I am grateful to everyone who answered with thoughtfulness and empathy, even if your answer boiled down to: I wouldn't be your friend if you did this. I am, to be honest, a long way from becoming a neighborhood hermit, if only because my terror of having other people think me selfish and inconsiderate continues to be one of the driving forces in my life, and one that I struggle with balancing alongside my own well being. But asking the question, and gauging my own response to the answers, was immensely illuminating.

The question of whether or not I have a disability that is driving this was sensitively put, and appreciated. The truth is, I don't know. I mean, I do know that I have serious mental health issues and trauma that shape and limit my life in all sorts of ways, but I've had those for a long time, and I never used to have a problem riding the subway. It's possible, even likely, that COVID has increased symptoms of something like agoraphobia, as well as extreme fatigue - but as many people pointed out, that's true of a lot of people. Who am I to say that my discomfort ought to take precedence over other people's? Maybe I'm just exaggerating! Maybe I'm just selfish! Maybe I'm just inconsiderate! Maybe I just want other people to inconvenience themselves on my behalf! Maybe I'm...racist?

These are the questions that get loud in my head every time I consider saying no to traveling, even as my exhaustion and lost time continues to creep upwards. I need to address this with my doctor and my therapist - and I will. I don't want to be limited to my neighborhood, and I don't think it's likely to ever get quite that bad, but I am afraid that things are not going to go back to the way they were, and I need to think through what would happen, and how I will live, if they get worse.

But if a handful of you fed the monster in my brain that gets loud every time I think about asking for what I need, many more of you helped me imagine someone who had the limitations I'm facing and is also thoughtful, generous, welcoming and warm; who knew how to make other people visiting her worth her time. Of course it's not reasonable to ask people only to come to your neighborhood- but Emily Dickinson wasn't a reasonable human, and probably some people enjoyed knowing her. This has given me a lot of ways to ask for what I need and strategies for genuinely making other people think feel it's worthwhile. I'm excited to use them the next time the situation arises.
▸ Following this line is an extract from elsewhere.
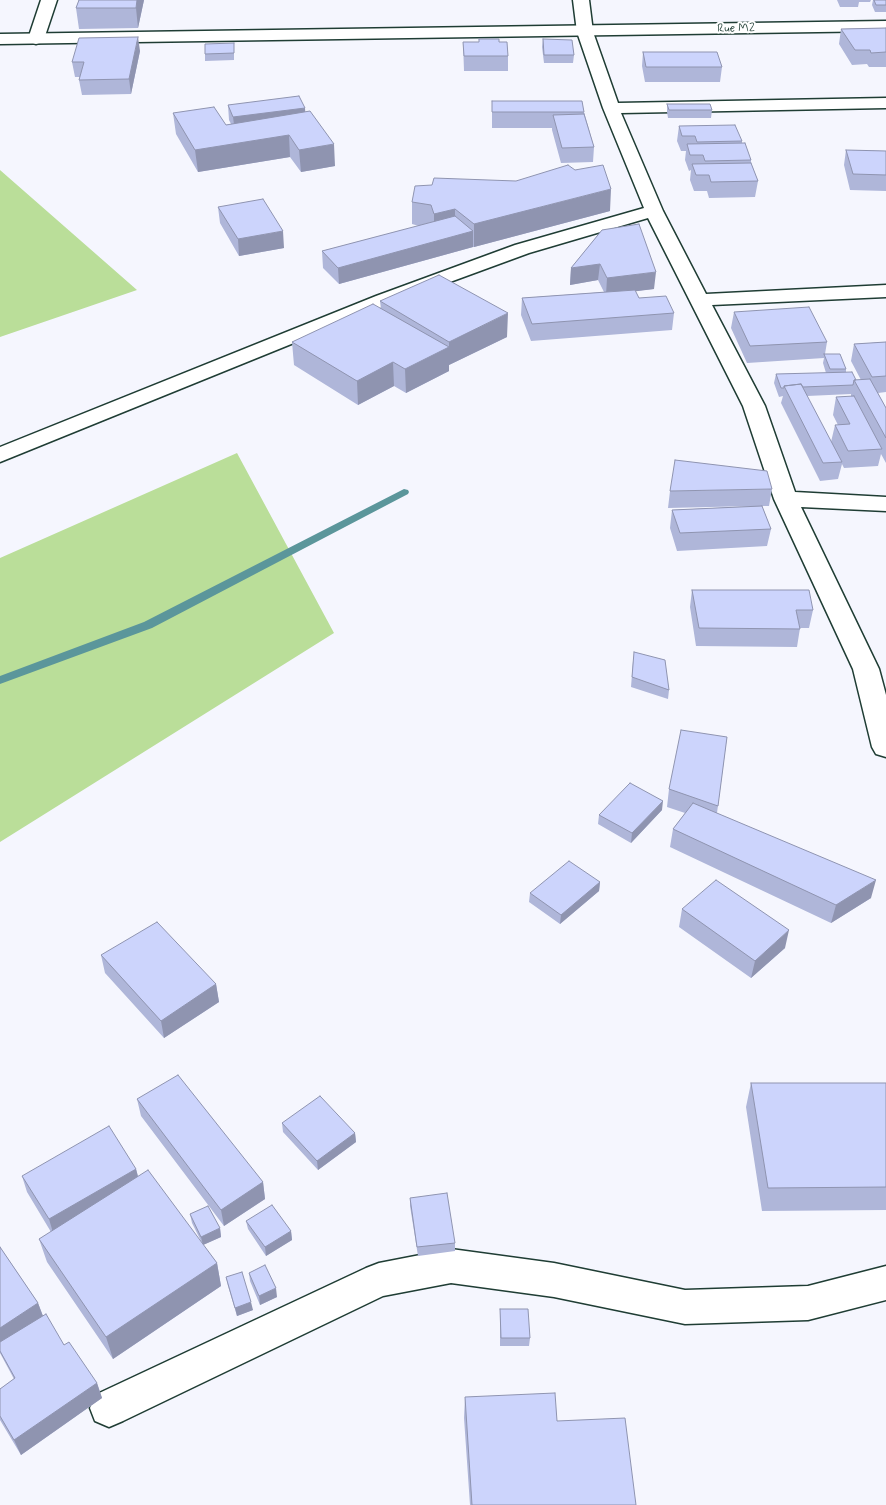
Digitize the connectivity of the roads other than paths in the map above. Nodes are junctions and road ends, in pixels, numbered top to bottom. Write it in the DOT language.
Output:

Thank you! Let me know if you 'd like to come visit. ;)
posted by Merricat Blackwood at 9:42 AM on July 25, 2022 [12 favorites]


For me, I'd like it best if you were blunt about what you needed, and left it at that. Don't offer me bribes, just let me know what you need and I'll play it from there.

In the past I knew a person who was in a sort of similar situation to you, in that she had to be the host for reasons beyond her control, and she'd make all these extravagant offers and it kind of creeped me out. If I want to be your friend I will be your friend, I don't need to be offered things other than your company.

This is presuming I'd be taking the subway a reasonable distance; if I were taking a taxi or Uber or whatever, it would be nice if you offered to pay my way home.
posted by The corpse in the library at 4:21 PM on July 25, 2022


I also don't like hosting and like going to different places, so if you were upfront and a good host, we'd have no issues. I'd come to you every time.